What you have to do: Starting at the top line, return each entry word for word.

(Stored data)

* * * *

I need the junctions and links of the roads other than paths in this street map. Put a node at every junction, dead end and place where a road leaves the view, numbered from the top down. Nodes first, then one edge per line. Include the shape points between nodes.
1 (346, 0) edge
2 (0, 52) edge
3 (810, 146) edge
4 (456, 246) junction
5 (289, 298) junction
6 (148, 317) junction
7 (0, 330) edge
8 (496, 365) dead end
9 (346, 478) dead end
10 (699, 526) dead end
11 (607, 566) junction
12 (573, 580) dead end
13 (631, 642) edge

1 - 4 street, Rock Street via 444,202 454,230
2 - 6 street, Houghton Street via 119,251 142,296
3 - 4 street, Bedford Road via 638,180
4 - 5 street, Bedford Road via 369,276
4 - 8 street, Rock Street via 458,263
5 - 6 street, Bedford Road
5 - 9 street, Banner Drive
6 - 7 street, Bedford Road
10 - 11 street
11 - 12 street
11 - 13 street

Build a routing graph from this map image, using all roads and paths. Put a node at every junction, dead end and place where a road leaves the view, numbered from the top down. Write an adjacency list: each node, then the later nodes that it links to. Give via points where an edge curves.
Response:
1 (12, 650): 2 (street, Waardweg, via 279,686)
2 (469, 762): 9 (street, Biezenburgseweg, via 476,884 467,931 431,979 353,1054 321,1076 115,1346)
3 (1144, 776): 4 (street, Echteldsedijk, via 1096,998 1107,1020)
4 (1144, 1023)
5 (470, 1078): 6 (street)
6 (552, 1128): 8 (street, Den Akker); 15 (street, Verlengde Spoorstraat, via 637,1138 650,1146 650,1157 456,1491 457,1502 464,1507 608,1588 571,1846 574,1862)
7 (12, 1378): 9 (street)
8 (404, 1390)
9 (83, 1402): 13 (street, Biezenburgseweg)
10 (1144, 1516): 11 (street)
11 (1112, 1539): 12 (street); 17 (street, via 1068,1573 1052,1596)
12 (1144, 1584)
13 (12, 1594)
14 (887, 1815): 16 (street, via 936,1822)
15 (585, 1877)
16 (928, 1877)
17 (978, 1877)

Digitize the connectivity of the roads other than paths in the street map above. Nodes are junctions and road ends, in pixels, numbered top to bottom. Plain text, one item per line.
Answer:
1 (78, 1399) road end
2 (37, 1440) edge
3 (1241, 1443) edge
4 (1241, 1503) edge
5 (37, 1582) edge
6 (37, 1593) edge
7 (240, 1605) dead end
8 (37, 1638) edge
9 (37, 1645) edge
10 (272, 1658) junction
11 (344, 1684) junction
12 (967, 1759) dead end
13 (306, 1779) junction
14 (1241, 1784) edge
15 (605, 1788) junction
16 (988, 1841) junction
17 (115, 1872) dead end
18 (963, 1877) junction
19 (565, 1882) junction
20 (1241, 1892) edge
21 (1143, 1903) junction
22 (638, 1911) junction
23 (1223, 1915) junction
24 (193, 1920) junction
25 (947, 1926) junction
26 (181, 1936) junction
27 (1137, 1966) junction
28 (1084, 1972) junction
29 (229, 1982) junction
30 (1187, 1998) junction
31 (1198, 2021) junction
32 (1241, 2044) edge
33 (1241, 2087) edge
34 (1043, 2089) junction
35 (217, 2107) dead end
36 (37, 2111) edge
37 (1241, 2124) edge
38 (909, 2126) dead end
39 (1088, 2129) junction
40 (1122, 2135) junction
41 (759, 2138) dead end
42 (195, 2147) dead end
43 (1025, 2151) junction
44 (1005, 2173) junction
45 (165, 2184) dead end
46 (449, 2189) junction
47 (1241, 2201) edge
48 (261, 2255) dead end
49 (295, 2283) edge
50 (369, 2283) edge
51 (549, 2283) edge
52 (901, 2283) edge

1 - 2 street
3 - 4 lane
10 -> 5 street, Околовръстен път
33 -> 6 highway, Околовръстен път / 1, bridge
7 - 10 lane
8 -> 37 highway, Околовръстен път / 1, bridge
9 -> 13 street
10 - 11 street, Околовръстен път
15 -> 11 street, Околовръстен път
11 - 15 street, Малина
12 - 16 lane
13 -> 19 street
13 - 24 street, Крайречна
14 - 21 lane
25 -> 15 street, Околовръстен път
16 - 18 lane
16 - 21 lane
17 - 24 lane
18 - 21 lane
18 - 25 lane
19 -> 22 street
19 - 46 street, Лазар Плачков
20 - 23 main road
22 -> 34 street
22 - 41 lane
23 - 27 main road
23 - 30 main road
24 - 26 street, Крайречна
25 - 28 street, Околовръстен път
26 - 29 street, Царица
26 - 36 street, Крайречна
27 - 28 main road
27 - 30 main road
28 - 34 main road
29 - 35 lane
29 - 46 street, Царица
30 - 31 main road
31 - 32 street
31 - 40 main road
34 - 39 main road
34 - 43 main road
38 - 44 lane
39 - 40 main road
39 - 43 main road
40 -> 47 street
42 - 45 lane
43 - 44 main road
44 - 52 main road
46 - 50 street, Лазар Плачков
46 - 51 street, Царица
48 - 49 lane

* * * *

The completed task:
I need the junctions and links of the roads other than paths in this street map. Put a node at every junction, dead end and place where a road leaves the view, numbered from the top down. Nodes first, then one edge per line. Include the shape points between nodes.
1 (346, 0) edge
2 (0, 52) edge
3 (810, 146) edge
4 (456, 246) junction
5 (289, 298) junction
6 (148, 317) junction
7 (0, 330) edge
8 (496, 365) dead end
9 (346, 478) dead end
10 (699, 526) dead end
11 (607, 566) junction
12 (573, 580) dead end
13 (631, 642) edge

1 - 4 street, Rock Street via 444,202 454,230
2 - 6 street, Houghton Street via 119,251 142,296
3 - 4 street, Bedford Road via 638,180
4 - 5 street, Bedford Road via 369,276
4 - 8 street, Rock Street via 458,263
5 - 6 street, Bedford Road
5 - 9 street, Banner Drive
6 - 7 street, Bedford Road
10 - 11 street
11 - 12 street
11 - 13 street

Build a routing graph from this map image, using all roads and paths. Put a node at every junction, dead end and place where a road leaves the view, numbered from the top down. Write an adjacency list: each node, then the later nodes that it links to. Give via points where an edge curves.
Response:
1 (12, 650): 2 (street, Waardweg, via 279,686)
2 (469, 762): 9 (street, Biezenburgseweg, via 476,884 467,931 431,979 353,1054 321,1076 115,1346)
3 (1144, 776): 4 (street, Echteldsedijk, via 1096,998 1107,1020)
4 (1144, 1023)
5 (470, 1078): 6 (street)
6 (552, 1128): 8 (street, Den Akker); 15 (street, Verlengde Spoorstraat, via 637,1138 650,1146 650,1157 456,1491 457,1502 464,1507 608,1588 571,1846 574,1862)
7 (12, 1378): 9 (street)
8 (404, 1390)
9 (83, 1402): 13 (street, Biezenburgseweg)
10 (1144, 1516): 11 (street)
11 (1112, 1539): 12 (street); 17 (street, via 1068,1573 1052,1596)
12 (1144, 1584)
13 (12, 1594)
14 (887, 1815): 16 (street, via 936,1822)
15 (585, 1877)
16 (928, 1877)
17 (978, 1877)

Digitize the connectivity of the roads other than paths in the street map above. Nodes are junctions and road ends, in pixels, numbered top to bottom. Plain text, one item per line.
Answer:
1 (78, 1399) road end
2 (37, 1440) edge
3 (1241, 1443) edge
4 (1241, 1503) edge
5 (37, 1582) edge
6 (37, 1593) edge
7 (240, 1605) dead end
8 (37, 1638) edge
9 (37, 1645) edge
10 (272, 1658) junction
11 (344, 1684) junction
12 (967, 1759) dead end
13 (306, 1779) junction
14 (1241, 1784) edge
15 (605, 1788) junction
16 (988, 1841) junction
17 (115, 1872) dead end
18 (963, 1877) junction
19 (565, 1882) junction
20 (1241, 1892) edge
21 (1143, 1903) junction
22 (638, 1911) junction
23 (1223, 1915) junction
24 (193, 1920) junction
25 (947, 1926) junction
26 (181, 1936) junction
27 (1137, 1966) junction
28 (1084, 1972) junction
29 (229, 1982) junction
30 (1187, 1998) junction
31 (1198, 2021) junction
32 (1241, 2044) edge
33 (1241, 2087) edge
34 (1043, 2089) junction
35 (217, 2107) dead end
36 (37, 2111) edge
37 (1241, 2124) edge
38 (909, 2126) dead end
39 (1088, 2129) junction
40 (1122, 2135) junction
41 (759, 2138) dead end
42 (195, 2147) dead end
43 (1025, 2151) junction
44 (1005, 2173) junction
45 (165, 2184) dead end
46 (449, 2189) junction
47 (1241, 2201) edge
48 (261, 2255) dead end
49 (295, 2283) edge
50 (369, 2283) edge
51 (549, 2283) edge
52 (901, 2283) edge

1 - 2 street
3 - 4 lane
10 -> 5 street, Околовръстен път
33 -> 6 highway, Околовръстен път / 1, bridge
7 - 10 lane
8 -> 37 highway, Околовръстен път / 1, bridge
9 -> 13 street
10 - 11 street, Околовръстен път
15 -> 11 street, Околовръстен път
11 - 15 street, Малина
12 - 16 lane
13 -> 19 street
13 - 24 street, Крайречна
14 - 21 lane
25 -> 15 street, Околовръстен път
16 - 18 lane
16 - 21 lane
17 - 24 lane
18 - 21 lane
18 - 25 lane
19 -> 22 street
19 - 46 street, Лазар Плачков
20 - 23 main road
22 -> 34 street
22 - 41 lane
23 - 27 main road
23 - 30 main road
24 - 26 street, Крайречна
25 - 28 street, Околовръстен път
26 - 29 street, Царица
26 - 36 street, Крайречна
27 - 28 main road
27 - 30 main road
28 - 34 main road
29 - 35 lane
29 - 46 street, Царица
30 - 31 main road
31 - 32 street
31 - 40 main road
34 - 39 main road
34 - 43 main road
38 - 44 lane
39 - 40 main road
39 - 43 main road
40 -> 47 street
42 - 45 lane
43 - 44 main road
44 - 52 main road
46 - 50 street, Лазар Плачков
46 - 51 street, Царица
48 - 49 lane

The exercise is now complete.